# Task goal
Among the records below, find each line bearing the word "CORNALE" and copy it.
Start of Stored data
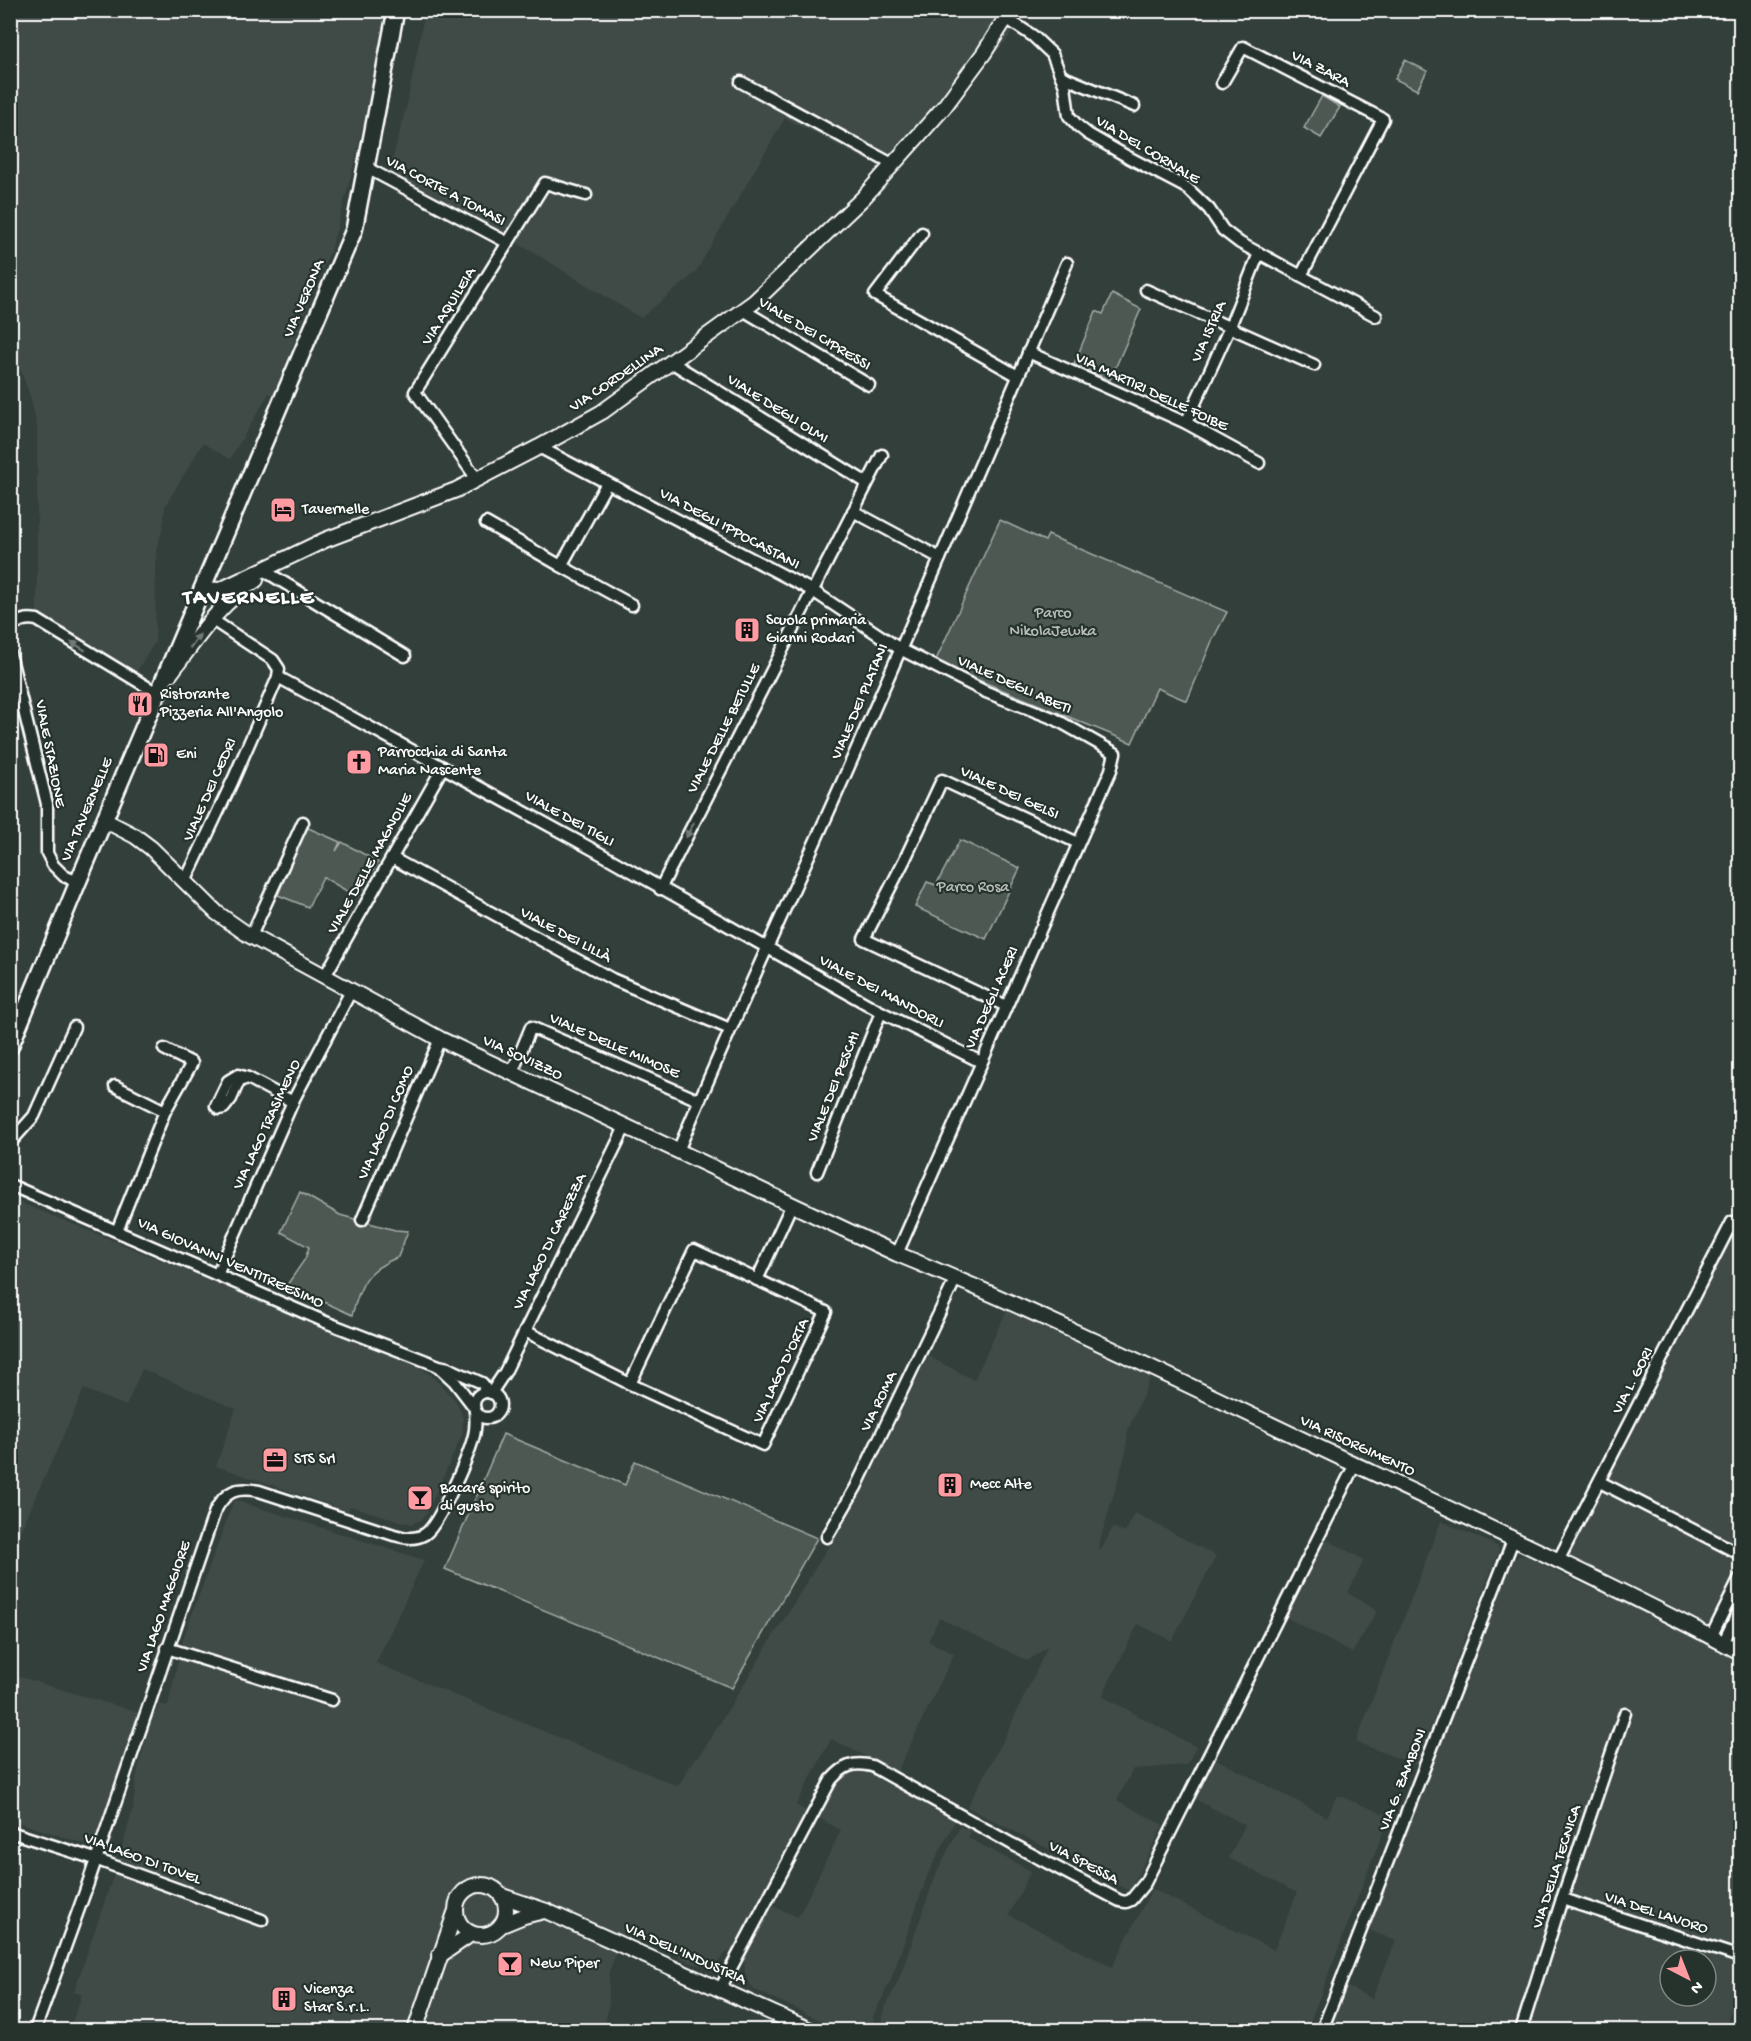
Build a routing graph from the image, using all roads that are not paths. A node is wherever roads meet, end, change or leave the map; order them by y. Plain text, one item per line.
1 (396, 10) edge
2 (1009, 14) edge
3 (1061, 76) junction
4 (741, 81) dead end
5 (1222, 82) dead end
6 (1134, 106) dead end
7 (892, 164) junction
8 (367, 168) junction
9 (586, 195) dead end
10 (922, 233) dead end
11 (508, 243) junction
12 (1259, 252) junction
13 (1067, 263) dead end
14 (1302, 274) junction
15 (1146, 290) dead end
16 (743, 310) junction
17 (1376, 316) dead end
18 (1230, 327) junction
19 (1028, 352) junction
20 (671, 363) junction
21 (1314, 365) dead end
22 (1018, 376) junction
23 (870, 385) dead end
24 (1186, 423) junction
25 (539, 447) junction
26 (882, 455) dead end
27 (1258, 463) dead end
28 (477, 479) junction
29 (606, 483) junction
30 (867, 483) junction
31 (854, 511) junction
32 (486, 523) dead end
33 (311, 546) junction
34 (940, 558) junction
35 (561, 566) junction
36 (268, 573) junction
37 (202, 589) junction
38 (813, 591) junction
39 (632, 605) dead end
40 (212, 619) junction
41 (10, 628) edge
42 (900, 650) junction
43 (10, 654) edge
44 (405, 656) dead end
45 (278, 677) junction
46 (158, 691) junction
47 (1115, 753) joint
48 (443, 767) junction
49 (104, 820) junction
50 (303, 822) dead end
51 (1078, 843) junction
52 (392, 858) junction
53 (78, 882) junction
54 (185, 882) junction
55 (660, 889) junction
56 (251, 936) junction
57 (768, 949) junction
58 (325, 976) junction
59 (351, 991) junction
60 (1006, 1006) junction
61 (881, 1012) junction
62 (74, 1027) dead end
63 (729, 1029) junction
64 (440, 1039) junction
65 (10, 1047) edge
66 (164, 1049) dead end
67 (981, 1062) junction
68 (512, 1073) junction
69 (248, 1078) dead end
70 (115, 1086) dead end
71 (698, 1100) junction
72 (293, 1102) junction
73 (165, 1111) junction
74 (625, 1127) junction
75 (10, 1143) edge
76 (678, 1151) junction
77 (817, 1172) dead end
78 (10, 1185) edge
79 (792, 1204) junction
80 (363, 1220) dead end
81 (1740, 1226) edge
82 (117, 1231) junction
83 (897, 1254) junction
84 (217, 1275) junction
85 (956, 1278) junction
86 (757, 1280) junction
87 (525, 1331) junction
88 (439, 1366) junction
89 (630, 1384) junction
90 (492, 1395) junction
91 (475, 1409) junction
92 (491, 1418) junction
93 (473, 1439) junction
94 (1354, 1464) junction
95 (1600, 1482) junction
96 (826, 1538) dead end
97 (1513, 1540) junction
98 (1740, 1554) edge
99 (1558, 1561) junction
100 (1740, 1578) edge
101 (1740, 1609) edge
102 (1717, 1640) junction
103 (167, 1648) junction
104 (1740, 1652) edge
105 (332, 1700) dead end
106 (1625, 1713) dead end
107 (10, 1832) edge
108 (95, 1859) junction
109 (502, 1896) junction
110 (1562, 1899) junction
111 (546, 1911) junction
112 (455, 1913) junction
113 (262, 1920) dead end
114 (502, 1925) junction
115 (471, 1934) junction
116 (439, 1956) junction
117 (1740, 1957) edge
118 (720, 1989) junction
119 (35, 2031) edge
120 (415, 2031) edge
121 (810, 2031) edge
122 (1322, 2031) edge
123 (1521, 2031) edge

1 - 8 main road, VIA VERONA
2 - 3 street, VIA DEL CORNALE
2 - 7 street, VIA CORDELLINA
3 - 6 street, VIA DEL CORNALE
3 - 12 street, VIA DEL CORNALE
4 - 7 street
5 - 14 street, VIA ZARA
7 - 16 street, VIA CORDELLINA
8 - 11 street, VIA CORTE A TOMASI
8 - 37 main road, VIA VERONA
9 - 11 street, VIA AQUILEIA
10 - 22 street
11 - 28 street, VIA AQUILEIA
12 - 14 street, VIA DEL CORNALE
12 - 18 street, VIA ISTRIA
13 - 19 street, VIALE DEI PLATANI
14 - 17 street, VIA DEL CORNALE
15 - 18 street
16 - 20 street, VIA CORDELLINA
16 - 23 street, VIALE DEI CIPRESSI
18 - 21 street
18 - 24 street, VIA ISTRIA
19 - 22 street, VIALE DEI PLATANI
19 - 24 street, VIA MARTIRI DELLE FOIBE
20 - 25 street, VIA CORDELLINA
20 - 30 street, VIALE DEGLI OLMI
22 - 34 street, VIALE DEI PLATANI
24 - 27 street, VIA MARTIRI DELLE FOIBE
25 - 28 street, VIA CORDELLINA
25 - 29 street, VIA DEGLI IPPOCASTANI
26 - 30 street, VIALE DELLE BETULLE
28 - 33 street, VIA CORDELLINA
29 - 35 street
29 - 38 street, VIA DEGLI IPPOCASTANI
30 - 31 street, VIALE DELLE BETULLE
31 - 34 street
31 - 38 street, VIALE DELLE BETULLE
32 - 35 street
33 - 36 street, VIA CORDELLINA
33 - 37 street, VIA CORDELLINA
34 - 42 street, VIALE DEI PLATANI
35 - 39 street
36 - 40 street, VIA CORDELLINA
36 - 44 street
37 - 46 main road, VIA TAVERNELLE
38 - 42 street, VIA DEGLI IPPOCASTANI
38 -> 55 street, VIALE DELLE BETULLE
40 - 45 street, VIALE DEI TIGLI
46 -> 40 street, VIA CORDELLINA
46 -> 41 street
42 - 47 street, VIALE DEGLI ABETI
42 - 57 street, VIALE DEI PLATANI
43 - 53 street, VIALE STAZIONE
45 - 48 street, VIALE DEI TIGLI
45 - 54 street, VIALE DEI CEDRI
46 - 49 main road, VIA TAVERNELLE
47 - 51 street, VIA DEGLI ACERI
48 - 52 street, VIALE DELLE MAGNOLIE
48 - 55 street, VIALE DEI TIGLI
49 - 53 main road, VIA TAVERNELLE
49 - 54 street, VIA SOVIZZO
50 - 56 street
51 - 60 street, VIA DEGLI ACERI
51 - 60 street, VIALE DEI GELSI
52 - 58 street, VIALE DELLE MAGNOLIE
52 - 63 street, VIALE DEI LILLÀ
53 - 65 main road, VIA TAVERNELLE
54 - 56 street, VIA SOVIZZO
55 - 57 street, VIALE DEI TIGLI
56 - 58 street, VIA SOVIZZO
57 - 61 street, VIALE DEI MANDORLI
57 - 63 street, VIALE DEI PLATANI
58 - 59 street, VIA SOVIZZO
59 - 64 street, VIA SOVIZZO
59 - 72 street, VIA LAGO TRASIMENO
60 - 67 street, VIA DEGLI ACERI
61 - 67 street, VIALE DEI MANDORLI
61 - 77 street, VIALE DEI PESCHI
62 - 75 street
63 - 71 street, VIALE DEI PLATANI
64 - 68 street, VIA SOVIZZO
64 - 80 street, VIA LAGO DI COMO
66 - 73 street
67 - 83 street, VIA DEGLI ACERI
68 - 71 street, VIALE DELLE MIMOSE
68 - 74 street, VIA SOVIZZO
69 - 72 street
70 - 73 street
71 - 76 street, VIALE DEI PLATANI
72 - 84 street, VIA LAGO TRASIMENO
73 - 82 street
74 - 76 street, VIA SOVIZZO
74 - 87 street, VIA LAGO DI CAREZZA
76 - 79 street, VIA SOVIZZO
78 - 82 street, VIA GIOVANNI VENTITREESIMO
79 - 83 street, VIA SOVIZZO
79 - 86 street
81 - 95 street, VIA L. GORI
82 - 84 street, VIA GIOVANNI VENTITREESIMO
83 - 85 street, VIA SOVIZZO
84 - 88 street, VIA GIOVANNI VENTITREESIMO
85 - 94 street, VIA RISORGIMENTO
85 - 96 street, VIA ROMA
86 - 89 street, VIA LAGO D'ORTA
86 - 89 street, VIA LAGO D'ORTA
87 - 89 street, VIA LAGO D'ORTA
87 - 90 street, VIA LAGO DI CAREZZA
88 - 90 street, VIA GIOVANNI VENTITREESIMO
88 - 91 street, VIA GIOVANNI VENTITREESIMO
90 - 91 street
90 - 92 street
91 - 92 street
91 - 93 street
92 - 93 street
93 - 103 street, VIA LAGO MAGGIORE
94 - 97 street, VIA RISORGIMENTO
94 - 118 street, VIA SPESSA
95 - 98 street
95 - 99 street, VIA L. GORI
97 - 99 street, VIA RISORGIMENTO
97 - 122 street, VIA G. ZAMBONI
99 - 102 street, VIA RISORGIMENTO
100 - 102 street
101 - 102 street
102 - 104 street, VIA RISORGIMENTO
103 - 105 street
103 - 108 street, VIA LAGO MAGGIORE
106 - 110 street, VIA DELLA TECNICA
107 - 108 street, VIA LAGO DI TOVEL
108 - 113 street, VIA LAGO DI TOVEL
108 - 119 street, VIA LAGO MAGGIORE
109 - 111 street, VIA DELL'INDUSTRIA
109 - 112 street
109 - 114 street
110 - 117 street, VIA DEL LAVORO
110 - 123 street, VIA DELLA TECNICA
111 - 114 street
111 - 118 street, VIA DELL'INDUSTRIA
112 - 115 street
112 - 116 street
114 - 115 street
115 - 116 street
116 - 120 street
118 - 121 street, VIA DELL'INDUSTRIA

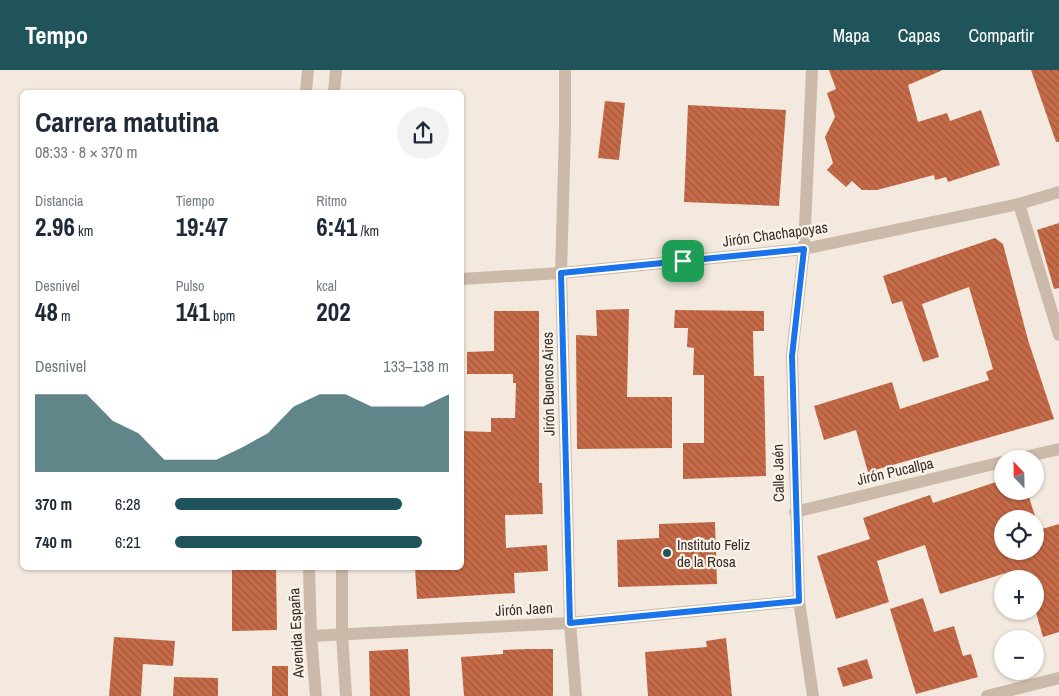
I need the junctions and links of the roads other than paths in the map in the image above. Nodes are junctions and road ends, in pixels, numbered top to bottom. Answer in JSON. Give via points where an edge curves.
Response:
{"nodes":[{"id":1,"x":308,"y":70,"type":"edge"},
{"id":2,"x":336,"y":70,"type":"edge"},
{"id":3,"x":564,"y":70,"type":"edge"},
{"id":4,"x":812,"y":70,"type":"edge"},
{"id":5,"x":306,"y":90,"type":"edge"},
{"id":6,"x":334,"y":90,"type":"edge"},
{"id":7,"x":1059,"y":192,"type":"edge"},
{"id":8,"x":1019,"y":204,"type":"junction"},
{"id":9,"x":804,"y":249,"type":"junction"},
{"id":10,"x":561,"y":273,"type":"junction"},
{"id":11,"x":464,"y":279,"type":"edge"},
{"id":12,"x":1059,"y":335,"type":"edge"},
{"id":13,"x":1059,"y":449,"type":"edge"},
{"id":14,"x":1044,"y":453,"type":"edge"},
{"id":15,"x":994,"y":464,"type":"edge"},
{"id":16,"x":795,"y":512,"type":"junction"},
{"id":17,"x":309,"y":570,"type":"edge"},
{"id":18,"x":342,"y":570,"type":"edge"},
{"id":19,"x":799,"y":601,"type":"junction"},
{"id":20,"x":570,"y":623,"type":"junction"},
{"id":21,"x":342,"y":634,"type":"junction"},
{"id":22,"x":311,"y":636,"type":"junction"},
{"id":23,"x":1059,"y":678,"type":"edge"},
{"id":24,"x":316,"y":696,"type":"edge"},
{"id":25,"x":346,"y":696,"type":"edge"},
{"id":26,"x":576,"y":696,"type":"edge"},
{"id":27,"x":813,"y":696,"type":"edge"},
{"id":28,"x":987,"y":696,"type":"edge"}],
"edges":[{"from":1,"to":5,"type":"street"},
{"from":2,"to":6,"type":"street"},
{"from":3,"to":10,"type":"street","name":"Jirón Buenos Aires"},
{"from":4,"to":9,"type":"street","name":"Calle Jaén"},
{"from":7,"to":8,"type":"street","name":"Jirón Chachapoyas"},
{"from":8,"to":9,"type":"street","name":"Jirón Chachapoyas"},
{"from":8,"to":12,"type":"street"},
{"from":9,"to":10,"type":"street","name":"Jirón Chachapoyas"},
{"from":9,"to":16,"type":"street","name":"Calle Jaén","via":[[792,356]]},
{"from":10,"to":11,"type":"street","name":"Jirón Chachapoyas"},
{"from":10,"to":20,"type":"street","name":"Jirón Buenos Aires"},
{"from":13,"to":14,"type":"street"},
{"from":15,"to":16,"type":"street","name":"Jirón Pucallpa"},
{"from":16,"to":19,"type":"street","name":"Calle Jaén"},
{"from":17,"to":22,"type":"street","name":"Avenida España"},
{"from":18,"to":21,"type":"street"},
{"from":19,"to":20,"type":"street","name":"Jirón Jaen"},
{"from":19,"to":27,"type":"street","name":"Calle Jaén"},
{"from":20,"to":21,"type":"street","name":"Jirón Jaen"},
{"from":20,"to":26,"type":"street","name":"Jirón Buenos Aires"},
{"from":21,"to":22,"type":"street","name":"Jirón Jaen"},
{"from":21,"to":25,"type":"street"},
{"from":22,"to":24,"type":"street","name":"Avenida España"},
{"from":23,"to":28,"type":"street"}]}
End of Stored data
# Reply to the task
2 - 3 street, VIA DEL CORNALE
3 - 6 street, VIA DEL CORNALE
3 - 12 street, VIA DEL CORNALE
12 - 14 street, VIA DEL CORNALE
14 - 17 street, VIA DEL CORNALE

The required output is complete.